During 2019/20, a Social Economy Task Force made up of social sector practitioners and experts from across the region was convened by West Midlands Combined Authority (WMCA), tasked with helping WMCA understand how best the social economy across the region could be grown and its positive impact and social value maximised.
This resulted in the combined authority adopting a flagship policy of seeking to double the size of the social economy – from around £3.5bn to £7bn – over the next decade.
WMCA believes that social economy organisations – those trading or operating for social purpose rather than personal profit – make a significant contribution to ensuring that at the local level economic growth and opportunity are inclusive. It also believes that the social and economic contribution that the social economy makes to some of the region’s most deprived neighbourhoods and weakest local economies is more important than ever as the region begins to build back following the COVID pandemic.
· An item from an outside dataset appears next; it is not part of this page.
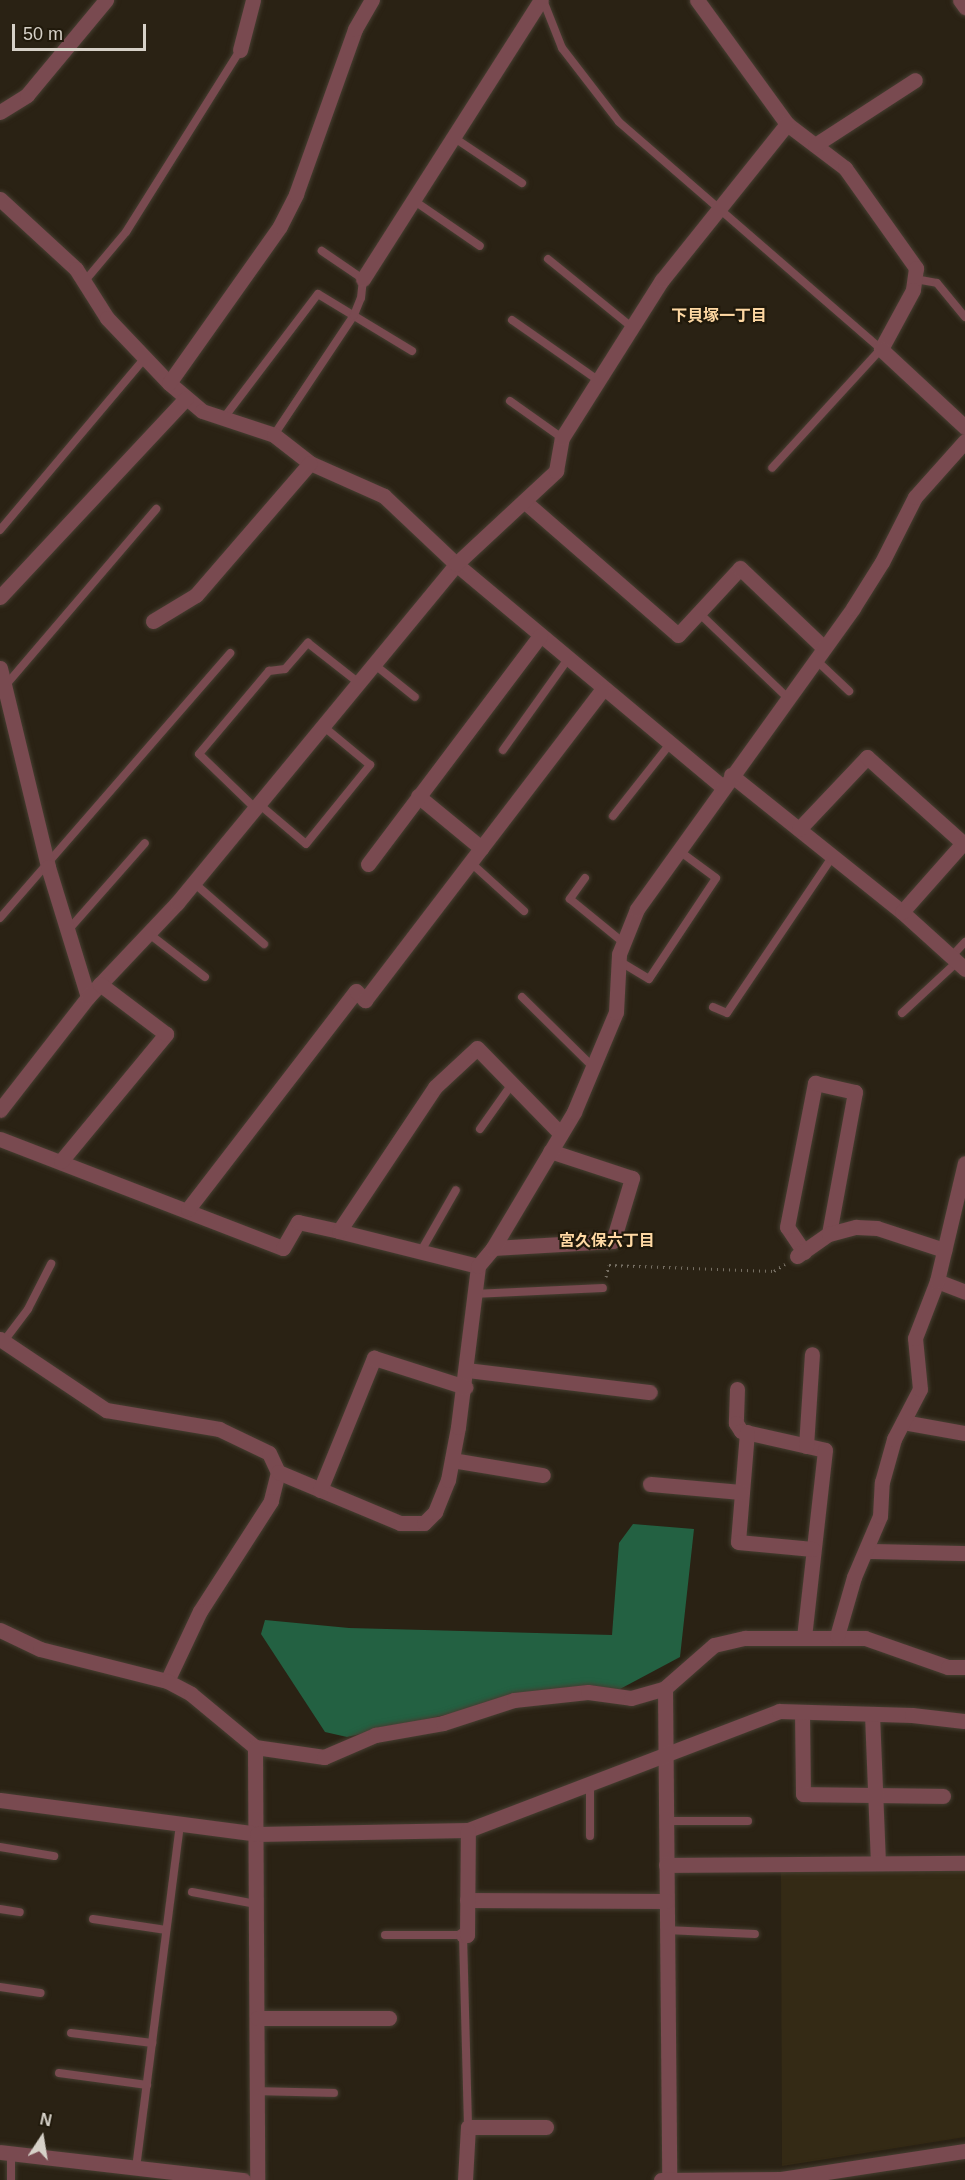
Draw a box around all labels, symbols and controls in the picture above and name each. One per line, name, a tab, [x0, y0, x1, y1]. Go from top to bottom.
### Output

WMCA subsequently engaged a consultancy team made up of West Midlands social enterprise specialists to develop a ten-year framework to enable this growth.
This framework, WMCA’s Growing the Social Economy in the WMCA area: A Framework for Action, sets out what has been termed an ‘eco-system approach’ to enabling social economy growth in which key social economy stakeholders – social enterprises, charities, voluntary and community organisations, local authorities, regeneration initiatives, public procurement departments, local communities – can be brought together in a collaborative way to help grow the sector at the local level. The framework is first and foremost a plan for collaboration and local action.
In addition to this overarching framework, four detailed business cases were developed which have been adopted by the WMCA Board and now form part of the Combined Authority’s official policy objectives.
These business cases cover:
These initial four ideas each present numerous opportunities for sector engagement and development and we’ll be covering each of these in more detail in forthcoming posts.
The important thing to say at the moment is that the WMCA social economy growth plan is not set in stone; it is not about being ‘done to’.
Of course, WMCA will not be able to fund every initiative – nor is that its role.
Rather, think of it this way… The WMCA does have control of some of the ‘big levers’ – house-building, for instance, and transport infrastructure, initiatives such as retro-fitting homes for improved fuel efficiency and lower emissions.
All of these offer the potential for supply-chain opportunities and a more ‘social procurement’ approach as well as for the Combined Authority to unlock funding or make appeals to government. It’s about being part of that long game – and ensuring that wherever possible, it is played in a way that favours the social economy, builds on its strengths and particular characteristics, and helps create local economic and social opportunities that are fair and inclusive.